Negative interest rates and upheaval among providers of essential cash management systems have propelled cash and liquidity management to top priority for large European companies.
This new focus reflects the negative interest-rate policies of the European Central Bank and other national central banks that seem certain to persist for the foreseeable future and possibly become even more aggressive.
In a new report released today by Greenwich Associates, Amid Negative Rates and Bank Turmoil, Cash Management is Key Challenge for European Companies, many of the 2,585 European corporate financial officers they spoke with say they are focused on both the efficient use of positive cash balances and general security of their cash.
From 2014 to 2015, European companies’ surplus cash held by banks or cash management providers declined to two-thirds from 69%. Meanwhile, the share of surplus cash used to fund M&A opportunities crept up to 3% from 2%, and the amount to fund dividend payments to shareholders increased to 5% from 2%.

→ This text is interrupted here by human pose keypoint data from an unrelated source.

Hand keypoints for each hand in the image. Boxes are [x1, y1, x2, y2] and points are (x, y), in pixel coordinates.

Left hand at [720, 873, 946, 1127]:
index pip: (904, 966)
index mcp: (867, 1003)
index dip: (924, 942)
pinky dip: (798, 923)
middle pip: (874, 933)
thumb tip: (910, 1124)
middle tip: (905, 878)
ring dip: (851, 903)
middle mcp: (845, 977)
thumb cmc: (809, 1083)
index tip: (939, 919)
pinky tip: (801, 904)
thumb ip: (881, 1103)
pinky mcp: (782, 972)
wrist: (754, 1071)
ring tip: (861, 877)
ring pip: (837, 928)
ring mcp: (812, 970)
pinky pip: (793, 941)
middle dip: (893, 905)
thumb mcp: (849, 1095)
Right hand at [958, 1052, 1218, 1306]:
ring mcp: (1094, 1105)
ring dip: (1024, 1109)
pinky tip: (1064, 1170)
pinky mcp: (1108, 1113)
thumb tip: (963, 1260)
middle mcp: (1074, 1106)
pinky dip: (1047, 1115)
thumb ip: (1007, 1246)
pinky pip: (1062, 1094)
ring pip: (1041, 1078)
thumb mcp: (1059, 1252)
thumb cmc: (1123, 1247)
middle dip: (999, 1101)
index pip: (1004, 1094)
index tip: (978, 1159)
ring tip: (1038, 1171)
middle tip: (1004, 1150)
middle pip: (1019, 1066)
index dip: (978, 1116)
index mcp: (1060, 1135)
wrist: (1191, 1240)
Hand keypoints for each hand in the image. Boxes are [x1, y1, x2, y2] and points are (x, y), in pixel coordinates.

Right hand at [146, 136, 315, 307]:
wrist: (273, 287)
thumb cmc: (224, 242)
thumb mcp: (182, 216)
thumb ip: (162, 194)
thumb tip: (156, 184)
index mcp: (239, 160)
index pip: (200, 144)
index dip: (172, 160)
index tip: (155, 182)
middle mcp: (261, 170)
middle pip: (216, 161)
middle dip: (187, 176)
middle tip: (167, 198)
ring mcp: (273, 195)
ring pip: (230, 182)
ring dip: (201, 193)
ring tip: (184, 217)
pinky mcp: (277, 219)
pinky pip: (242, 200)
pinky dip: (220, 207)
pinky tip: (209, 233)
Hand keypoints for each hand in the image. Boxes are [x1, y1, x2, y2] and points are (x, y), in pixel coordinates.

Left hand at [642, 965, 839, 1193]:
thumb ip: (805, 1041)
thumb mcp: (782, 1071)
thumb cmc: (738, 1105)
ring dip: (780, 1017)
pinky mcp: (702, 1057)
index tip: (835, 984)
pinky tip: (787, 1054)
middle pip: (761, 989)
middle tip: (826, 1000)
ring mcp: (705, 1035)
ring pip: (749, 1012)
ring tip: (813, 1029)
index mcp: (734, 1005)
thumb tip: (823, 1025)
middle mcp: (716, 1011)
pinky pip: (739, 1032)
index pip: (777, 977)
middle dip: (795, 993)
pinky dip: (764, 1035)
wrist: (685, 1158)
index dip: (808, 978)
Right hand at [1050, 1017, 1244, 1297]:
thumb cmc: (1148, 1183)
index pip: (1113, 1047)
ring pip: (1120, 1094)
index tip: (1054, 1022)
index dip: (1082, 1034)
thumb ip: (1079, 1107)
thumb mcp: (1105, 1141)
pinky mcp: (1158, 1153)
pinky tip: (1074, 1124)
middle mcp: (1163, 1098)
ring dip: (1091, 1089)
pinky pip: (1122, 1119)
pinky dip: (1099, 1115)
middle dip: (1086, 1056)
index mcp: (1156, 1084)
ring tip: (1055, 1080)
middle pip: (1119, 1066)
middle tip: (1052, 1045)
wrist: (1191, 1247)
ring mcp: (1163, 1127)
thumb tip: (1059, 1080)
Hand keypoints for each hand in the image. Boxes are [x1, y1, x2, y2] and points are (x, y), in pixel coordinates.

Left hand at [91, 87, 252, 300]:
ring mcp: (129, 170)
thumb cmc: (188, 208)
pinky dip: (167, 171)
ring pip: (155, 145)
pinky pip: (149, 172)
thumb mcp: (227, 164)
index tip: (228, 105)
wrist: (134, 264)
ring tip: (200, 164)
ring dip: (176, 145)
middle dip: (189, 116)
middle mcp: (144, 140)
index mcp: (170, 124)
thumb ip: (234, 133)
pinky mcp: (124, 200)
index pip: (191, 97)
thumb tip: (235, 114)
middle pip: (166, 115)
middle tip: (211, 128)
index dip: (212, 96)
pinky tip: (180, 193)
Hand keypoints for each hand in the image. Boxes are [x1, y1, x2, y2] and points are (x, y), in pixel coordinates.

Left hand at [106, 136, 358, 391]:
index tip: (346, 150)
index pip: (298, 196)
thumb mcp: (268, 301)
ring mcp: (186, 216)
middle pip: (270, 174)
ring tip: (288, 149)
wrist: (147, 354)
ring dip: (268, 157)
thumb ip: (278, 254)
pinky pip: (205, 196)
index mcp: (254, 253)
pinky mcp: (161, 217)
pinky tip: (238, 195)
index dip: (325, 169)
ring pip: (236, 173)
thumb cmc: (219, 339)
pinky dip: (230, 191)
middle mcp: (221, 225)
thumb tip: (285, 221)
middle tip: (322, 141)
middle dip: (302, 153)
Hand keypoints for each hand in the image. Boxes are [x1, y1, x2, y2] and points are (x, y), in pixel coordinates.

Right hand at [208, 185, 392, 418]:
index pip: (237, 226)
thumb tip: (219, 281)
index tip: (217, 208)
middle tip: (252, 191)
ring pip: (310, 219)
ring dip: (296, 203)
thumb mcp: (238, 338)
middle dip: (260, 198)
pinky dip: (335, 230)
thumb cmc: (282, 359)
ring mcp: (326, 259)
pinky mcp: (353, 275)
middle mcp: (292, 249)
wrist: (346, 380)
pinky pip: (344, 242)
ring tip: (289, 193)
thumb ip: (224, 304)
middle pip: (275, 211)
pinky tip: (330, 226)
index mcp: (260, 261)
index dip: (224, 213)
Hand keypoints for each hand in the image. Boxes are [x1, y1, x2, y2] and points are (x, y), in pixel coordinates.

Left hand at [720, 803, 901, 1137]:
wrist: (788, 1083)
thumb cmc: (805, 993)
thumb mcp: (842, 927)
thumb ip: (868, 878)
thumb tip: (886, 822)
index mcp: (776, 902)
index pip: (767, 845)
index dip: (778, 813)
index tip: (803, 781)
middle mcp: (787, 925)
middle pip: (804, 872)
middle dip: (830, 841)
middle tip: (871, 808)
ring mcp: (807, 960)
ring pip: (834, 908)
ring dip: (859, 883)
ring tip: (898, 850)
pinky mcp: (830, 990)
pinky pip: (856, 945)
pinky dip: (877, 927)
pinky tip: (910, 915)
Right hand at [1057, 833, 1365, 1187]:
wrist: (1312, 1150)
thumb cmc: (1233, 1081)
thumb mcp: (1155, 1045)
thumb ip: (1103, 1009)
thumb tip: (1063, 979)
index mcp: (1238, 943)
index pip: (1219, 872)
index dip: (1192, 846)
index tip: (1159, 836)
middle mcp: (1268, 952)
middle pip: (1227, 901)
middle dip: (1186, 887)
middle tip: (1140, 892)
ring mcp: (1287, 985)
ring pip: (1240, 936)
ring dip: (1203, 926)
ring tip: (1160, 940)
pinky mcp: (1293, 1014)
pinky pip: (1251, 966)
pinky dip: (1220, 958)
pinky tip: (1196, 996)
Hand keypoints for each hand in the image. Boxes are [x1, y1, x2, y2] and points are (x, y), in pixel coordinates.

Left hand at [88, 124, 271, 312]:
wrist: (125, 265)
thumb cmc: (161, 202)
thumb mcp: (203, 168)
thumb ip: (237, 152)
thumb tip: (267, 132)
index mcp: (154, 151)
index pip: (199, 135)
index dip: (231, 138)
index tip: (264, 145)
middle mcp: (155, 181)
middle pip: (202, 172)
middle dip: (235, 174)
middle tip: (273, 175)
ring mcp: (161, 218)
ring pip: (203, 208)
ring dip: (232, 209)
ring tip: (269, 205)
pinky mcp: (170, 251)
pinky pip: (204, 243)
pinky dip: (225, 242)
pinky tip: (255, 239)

“We expect these trends to continue and for more companies to direct cash holdings to more productive uses like dividends, share buybacks and M&A for as long as negative interest rates persist,” says Greenwich Associates Managing Director Dr. Tobias Miarka. “We also expect companies to be more receptive to overtures from non-bank providers that can help them make better use of surplus cash.”
Bank Retrenchment Disrupts Cash Management Industry
Negative interest rates are only the latest challenge to confront Europe’s big banks, and the travails of the banking industry are now spilling over into the corporate treasury management function.
In particular, one in five of the companies Greenwich Associates spoke with named switching cash management providers as a top issue faced by their treasury departments.
“This level of turnover is virtually unprecedented,” explains Greenwich Associates consultant Melanie Casalis. “Changing cash management providers and systems is painful from operational, technical, risk, compliance, legal, and costs perspectives. As a result, companies rarely switch, and instead, try to work with existing providers to incrementally improve the cash management process.”
Companies seeking new cash management providers are gravitating to banks with robust international platforms that can meet the needs of cross-border and overseas businesses. Among the biggest winners have been BNP Paribas, Citi and HSBC.
Companies Centralize, Automate and Streamline Treasury Operations
In addition to rationalizing their bank relationships, many large European companies are also executing aggressive plans to reduce costs by centralizing treasury departments, upgrading technology and rationalizing their bank relationships.
Currently 47% of corporates operate shared service centers for treasury operations. This centralization is viewed as a priority and helps companies cut operational costs as many corporates plan technology infrastructure improvements as well as to switch treasury management systems (TMS).
Finally, companies are seeing opportunities to cut costs by reducing the number of banks they utilize for cash management and other services. The average number of cash management providers used by large European companies dropped from 5.0 in 2014 to 4.6 in 2015.